Pendeloques

Gentianes, chaus­sons de danse, fau­teuils Voltaire, icônes russes, elfes, fées, pois­sons com­bat­tants, lus­tres, souliers à talons aigu­illes: la mode 2004 des boules de Noël sem­ble au baroque le plus com­plet. Pour ne pas dire au n’importe quoi… Mais rien ne bat­tra les pen­de­lo­ques vues l’an dernier au marché de Noël de Stras­bourg: en bois ou en paille très sim­ple, elles repro­dui­saient des usten­siles ménagers allant du rouleau à pâte au tape-tapis minia­tures! Un aver­tisse­ment sous forme fes­tive des­tiné aux maris alsa­ciens? Ceci dit, Joyeux noël à tous!

Noël canin (2)

Neuchâ­tel, zone pié­tonne, un Samedi de décem­bre. Les achats de Noël bat­tent leur plein. Les rues grouil­lent de gens pressés, énervés et chargés de cabas. Au milieu de ce chaos, les inoxyd­ables uni­formes de l’Armée du Salut enton­nent avec fer­veur des can­tiques de Noël. Per­sonne n’y prête vrai­ment atten­tion, sauf un chien attaché devant un mag­a­sin tout près des chanteurs: les yeux tristes et les oreilles tombantes, l’air souf­frant, il sem­ble atten­dre que ça s’arrête. Sans doute aurait-il préféré enten­dre: “Son­nez anchois, réson­nez croquettes”…

Noël canin (1)

Annonce vue dans un jour­nal des­tiné aux agricul­teurs: “A ven­dre, jolis chiots bou­vier bernois, qui aimeraient bien venir sous votre sapin de Noël.” En guise de cadeaux, ou pour en faire leur réver­bère? Avouez que le texte est ambigu…

Poussière d’ange

La doudoune, c’est la veste idéale pour côtoyer l’Ami Hiver. Mais à con­di­tion qu’elle soit étanche! En voy­ant mon reflet dans le miroir d’un ascenseur (au demeu­rant peu flat­teur, bouh), j’ai remar­qué que la mienne per­dait des plumes par les cou­tures du dos! Tout d’abord un peu gênée par ces fuites duveteuses, qui enta­maient plus le poten­tiel esthé­tique que le poten­tiel ther­mique du vête­ment en ques­tion, j’ai fini par m’en accom­moder de bonne grâce: après tout, en ce moment, c’est la sai­son des anges!

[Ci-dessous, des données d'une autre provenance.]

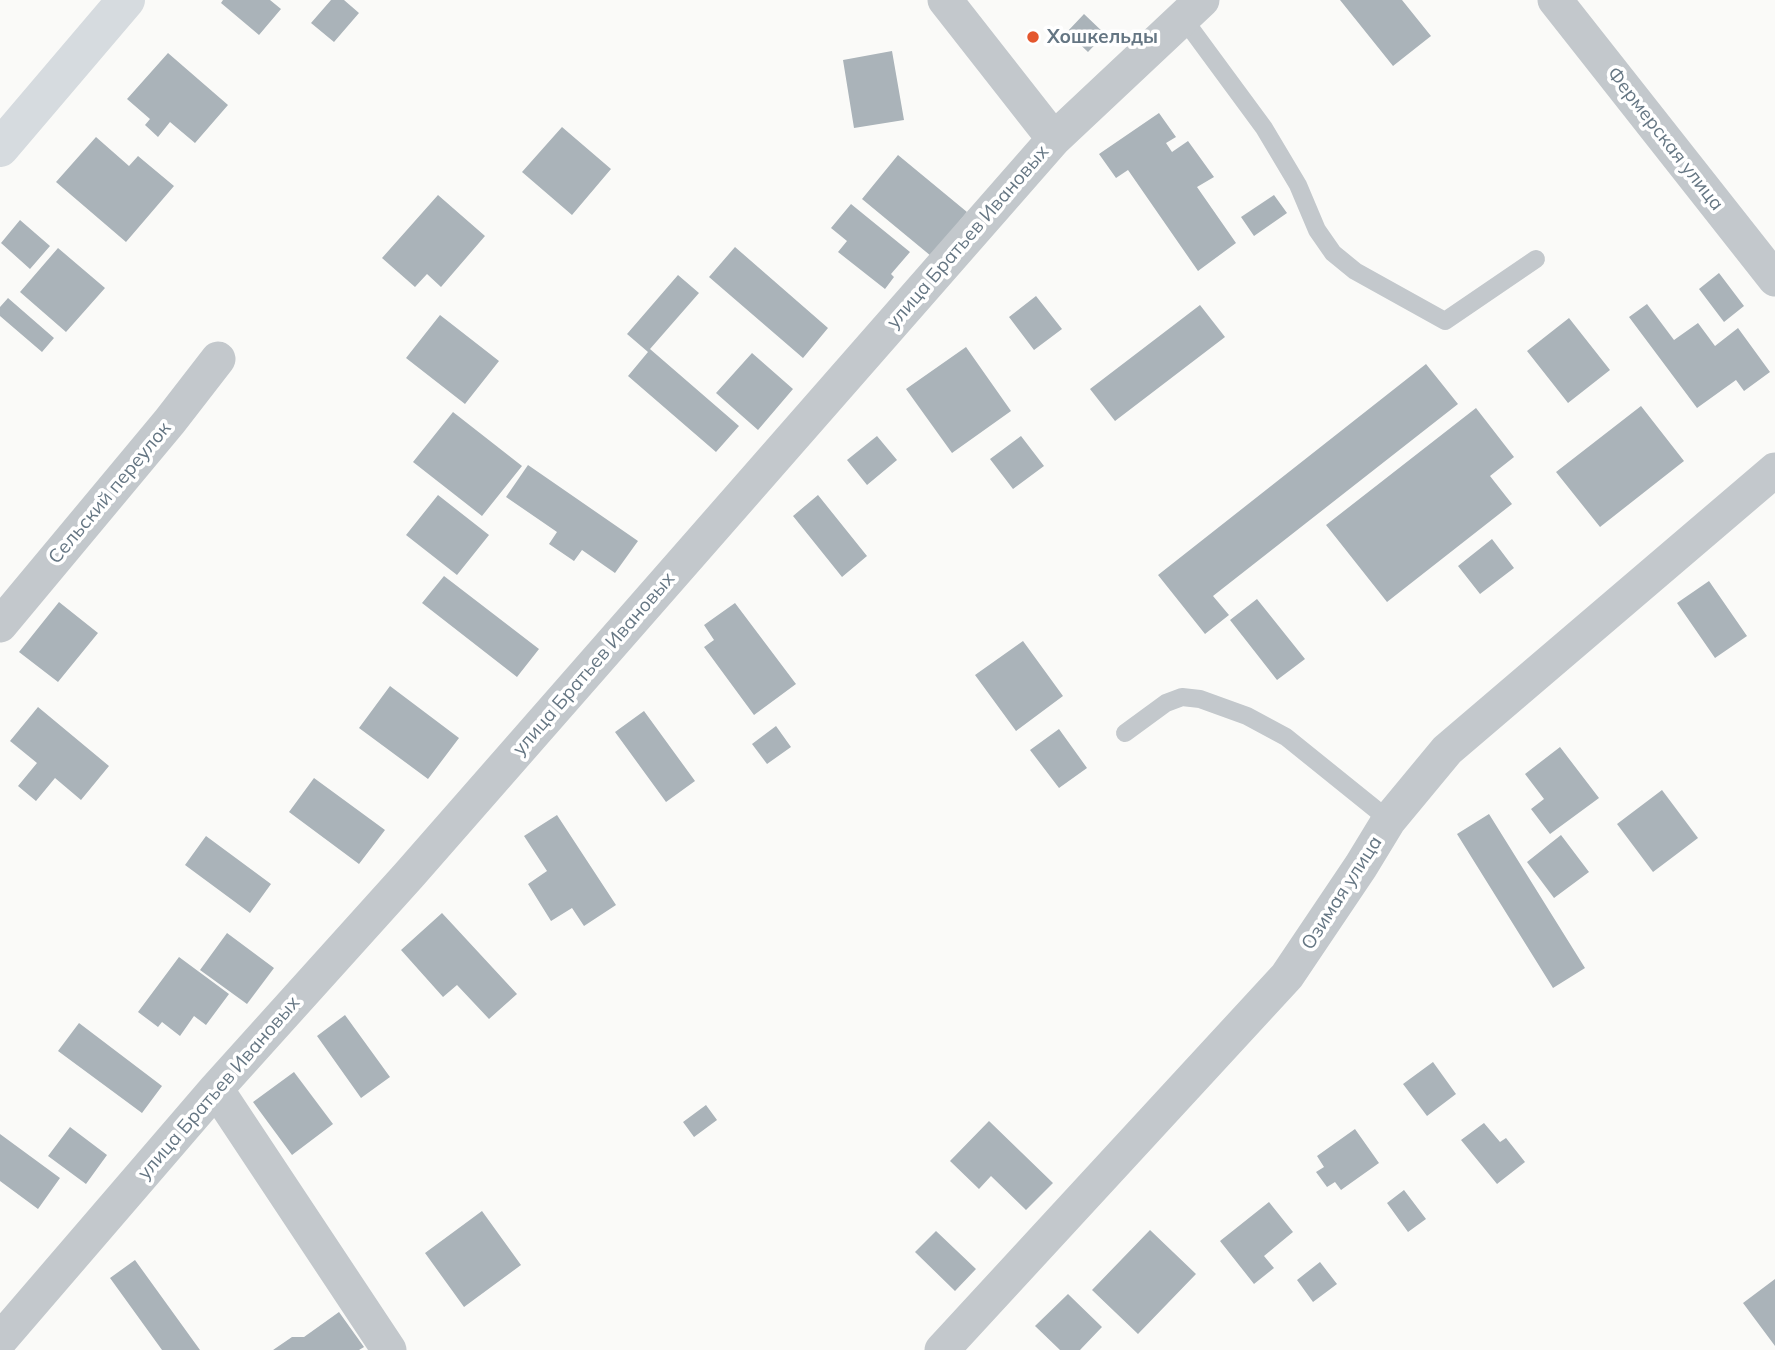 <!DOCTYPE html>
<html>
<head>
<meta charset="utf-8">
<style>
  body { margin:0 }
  canvas { display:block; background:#fafaf8 }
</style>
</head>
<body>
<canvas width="1775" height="1350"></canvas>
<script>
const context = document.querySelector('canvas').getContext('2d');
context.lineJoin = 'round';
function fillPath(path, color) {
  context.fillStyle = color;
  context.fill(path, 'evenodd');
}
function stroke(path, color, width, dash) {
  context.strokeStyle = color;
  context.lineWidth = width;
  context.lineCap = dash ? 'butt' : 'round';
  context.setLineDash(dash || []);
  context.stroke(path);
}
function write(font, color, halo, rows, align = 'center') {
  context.font = font + ' Mulish,sans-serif';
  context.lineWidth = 7;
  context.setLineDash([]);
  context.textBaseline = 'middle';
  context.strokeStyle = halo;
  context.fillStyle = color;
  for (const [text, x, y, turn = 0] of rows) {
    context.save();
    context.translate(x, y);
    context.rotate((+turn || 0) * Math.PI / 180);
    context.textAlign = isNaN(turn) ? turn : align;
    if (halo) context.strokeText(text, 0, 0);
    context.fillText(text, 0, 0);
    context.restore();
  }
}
fillPath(new Path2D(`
  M 223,0 L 270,0 L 281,9 L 259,35 L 221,3 Z
  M 331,0 L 344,0 L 359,13 L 334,42 L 311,23 Z
  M 1340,0 L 1402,0 L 1431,36 L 1393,66 Z
  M 1084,14 L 1105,34 L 1088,52 L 1067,32 Z
  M 892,51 L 904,120 L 854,128 L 843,60 Z
  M 168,53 L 228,105 L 195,143 L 170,122 L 158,137 L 145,125 L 150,119 L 127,99 Z
  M 1159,113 L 1176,137 L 1166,143 L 1172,152 L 1188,141 L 1214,177 L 1197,187 L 1236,243 L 1198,271 L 1128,170 L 1116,178 L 1099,154 Z
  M 562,127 L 611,169 L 572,215 L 522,172 Z
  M 96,137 L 129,166 L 138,156 L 174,186 L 126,242 L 56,182 Z
  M 898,155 L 967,212 L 931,256 L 862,199 Z
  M 438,195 L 485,236 L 441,287 L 427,274 L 415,287 L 382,258 Z
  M 1274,195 L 1287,213 L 1254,236 L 1241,217 Z
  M 851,204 L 910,252 L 891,274 L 894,277 L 885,289 L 838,252 L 847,241 L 831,228 Z
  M 20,220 L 50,246 L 30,269 L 1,243 Z
  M 735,247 L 828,328 L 803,358 L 709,277 Z
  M 58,248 L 105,288 L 66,332 L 20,292 Z
  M 1719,273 L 1744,306 L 1724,322 L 1699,289 Z
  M 678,275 L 699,293 L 650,349 L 739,426 L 716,452 L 628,376 L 648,352 L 627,334 Z
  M 1036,296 L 1062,329 L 1034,350 L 1009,317 Z
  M 8,298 L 54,338 L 42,352 L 0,316 L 0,307 Z
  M 1647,304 L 1674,340 L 1698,323 L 1715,346 L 1738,328 L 1770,372 L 1744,391 L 1736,380 L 1697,408 L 1629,317 Z
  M 1200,305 L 1225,337 L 1115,421 L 1090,389 Z
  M 440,315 L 499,361 L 465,404 L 406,358 Z
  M 1569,318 L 1610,370 L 1568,403 L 1527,351 Z
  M 966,347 L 1011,411 L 952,453 L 906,389 Z
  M 752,353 L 793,389 L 758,430 L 716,393 Z
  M 1426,364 L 1458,404 L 1213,596 L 1229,615 L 1205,634 L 1158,575 Z
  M 1641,406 L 1684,461 L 1600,527 L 1556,472 Z
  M 1476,408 L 1514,457 L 1490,476 L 1512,504 L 1387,602 L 1326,525 Z
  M 453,412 L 522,466 L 482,516 L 413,462 Z
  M 877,436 L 897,460 L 867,485 L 847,460 Z
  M 1021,436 L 1044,466 L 1013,489 L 990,459 Z
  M 528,465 L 638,541 L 615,573 L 582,550 L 574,561 L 549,544 L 557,532 L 506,497 Z
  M 438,495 L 489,535 L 457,575 L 406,535 Z
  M 818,495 L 867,556 L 842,577 L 793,516 Z
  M 1492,539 L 1514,568 L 1480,594 L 1458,566 Z
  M 444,576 L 539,649 L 517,677 L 422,603 Z
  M 1709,581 L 1747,636 L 1715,658 L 1677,603 Z
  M 1257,599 L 1305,659 L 1277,680 L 1230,620 Z
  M 59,602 L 98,633 L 58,682 L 19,652 Z
  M 735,603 L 796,684 L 754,715 L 704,647 L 714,640 L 704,625 Z
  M 1023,641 L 1063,696 L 1016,731 L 975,675 Z
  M 390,686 L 459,738 L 428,779 L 359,728 Z
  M 38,707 L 109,766 L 81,800 L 55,778 L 36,801 L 18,786 L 37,763 L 10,741 Z
  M 644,711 L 695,781 L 666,802 L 615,732 Z
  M 776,726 L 791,747 L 767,764 L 752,744 Z
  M 1059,729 L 1087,768 L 1059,788 L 1030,750 Z
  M 1560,747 L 1599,798 L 1550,834 L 1531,809 L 1544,799 L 1525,774 Z
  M 314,778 L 385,830 L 359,864 L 289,812 Z
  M 1662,790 L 1698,838 L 1653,872 L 1617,824 Z
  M 1489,814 L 1585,968 L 1553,988 L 1457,834 Z
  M 557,815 L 616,905 L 584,926 L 572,908 L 551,921 L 528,884 L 547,871 L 524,836 Z
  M 1561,835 L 1589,872 L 1554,898 L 1527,862 Z
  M 206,836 L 271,884 L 250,913 L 185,865 Z
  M 442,913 L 517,994 L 489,1019 L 457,985 L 443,997 L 401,950 Z
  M 227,933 L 274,968 L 247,1004 L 200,970 Z
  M 179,957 L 229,994 L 206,1025 L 194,1016 L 180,1036 L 162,1022 L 158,1027 L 138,1012 Z
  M 345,1015 L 390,1077 L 361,1098 L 317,1036 Z
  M 79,1023 L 162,1086 L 142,1113 L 58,1051 Z
  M 1433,1062 L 1456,1094 L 1427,1116 L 1403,1084 Z
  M 294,1072 L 333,1124 L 292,1155 L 253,1102 Z
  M 706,1105 L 717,1120 L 694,1137 L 683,1122 Z
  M 989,1121 L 1053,1183 L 1026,1210 L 991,1176 L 979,1189 L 950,1161 Z
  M 1484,1123 L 1500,1142 L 1506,1138 L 1525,1162 L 1497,1184 L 1461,1140 Z
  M 70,1127 L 107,1155 L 86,1184 L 48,1156 Z
  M 1355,1129 L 1379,1163 L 1341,1190 L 1335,1182 L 1327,1187 L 1316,1172 L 1324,1167 L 1317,1156 Z
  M 0,1134 L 60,1178 L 38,1209 L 0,1181 Z
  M 1404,1190 L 1426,1219 L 1408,1232 L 1387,1203 Z
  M 1269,1202 L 1293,1232 L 1264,1256 L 1274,1268 L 1254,1284 L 1220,1241 Z
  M 482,1211 L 521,1265 L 464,1307 L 425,1253 Z
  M 1150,1230 L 1196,1274 L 1138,1334 L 1092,1290 Z
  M 936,1231 L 976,1269 L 955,1291 L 915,1252 Z
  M 135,1260 L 200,1350 L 162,1350 L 110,1278 Z
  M 1320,1262 L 1337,1284 L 1313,1302 L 1297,1280 Z
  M 1775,1279 L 1775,1346 L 1743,1303 Z
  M 1068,1294 L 1102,1327 L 1080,1350 L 1060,1350 L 1035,1326 Z
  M 339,1312 L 364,1347 L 359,1350 L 273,1350 L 292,1337 L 304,1337 Z`), '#aab3b9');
stroke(new Path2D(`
  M 1183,18 L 1264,128 L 1298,185 L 1317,230 L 1333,253 L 1355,271 L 1445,321 L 1536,259
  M 1125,733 L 1166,703 L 1182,697 L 1200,699 L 1247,716 L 1286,737 L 1389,820`), '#c3c8cc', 18);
stroke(new Path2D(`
  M 945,0 L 1054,139
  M 1555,0 L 1775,279
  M 0,625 L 170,421 L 218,359
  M 216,1089 L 389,1350
  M 0,1340 L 216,1089 L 409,875 L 1054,139 L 1202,0
  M 942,1350 L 1287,976 L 1361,866 L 1389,820 L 1447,750 L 1775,470`), '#c3c8cc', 35);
stroke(new Path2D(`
  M 0,148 L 126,0`), '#d6dbdf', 38);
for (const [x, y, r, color] of [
  [1033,37,7,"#e4572e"]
]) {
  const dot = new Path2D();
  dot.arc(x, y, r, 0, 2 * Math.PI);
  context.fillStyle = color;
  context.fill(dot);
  stroke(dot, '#fff', 2.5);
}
write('bold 19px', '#657683', '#fff', [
  ["Хошкельды",1047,37]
], 'left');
write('19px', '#657683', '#fff', [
  ["Фермерская улица",1665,139,52],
  ["улица Братьев Ивановых",968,237,-49],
  ["Сельский переулок",110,493,-50],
  ["улица Братьев Ивановых",594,664,-49],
  ["Озимая улица",1342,893,-57],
  ["улица Братьев Ивановых",219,1088,-49]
]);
</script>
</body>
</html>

Le Père Noël est-il un voleur?

Guir­lan­des lumineuses, étoiles, anges, cadeaux géants,… Cette fois, les déco­ra­tions sont bien en place dans la vieille ville. Même au Ser­vice archéologique: un Père Noël grimpe en effet sur l’imposante façade du bâti­ment. Ques­tion lanci­nante: comme il monte du côté des dépôts, et non des bureaux, a-t-il vrai­ment l’intention d’apporter des cadeaux aux col­lab­o­ra­teurs? Ne vient-il pas plutôt pour piquer des objets? J’ai sou­vent pensé que cette mode des Pères Noël déco­rat­ifs grandeur nature prof­i­tait aux cam­bri­oleurs. Il leur suf­fit de ne pas trop bouger!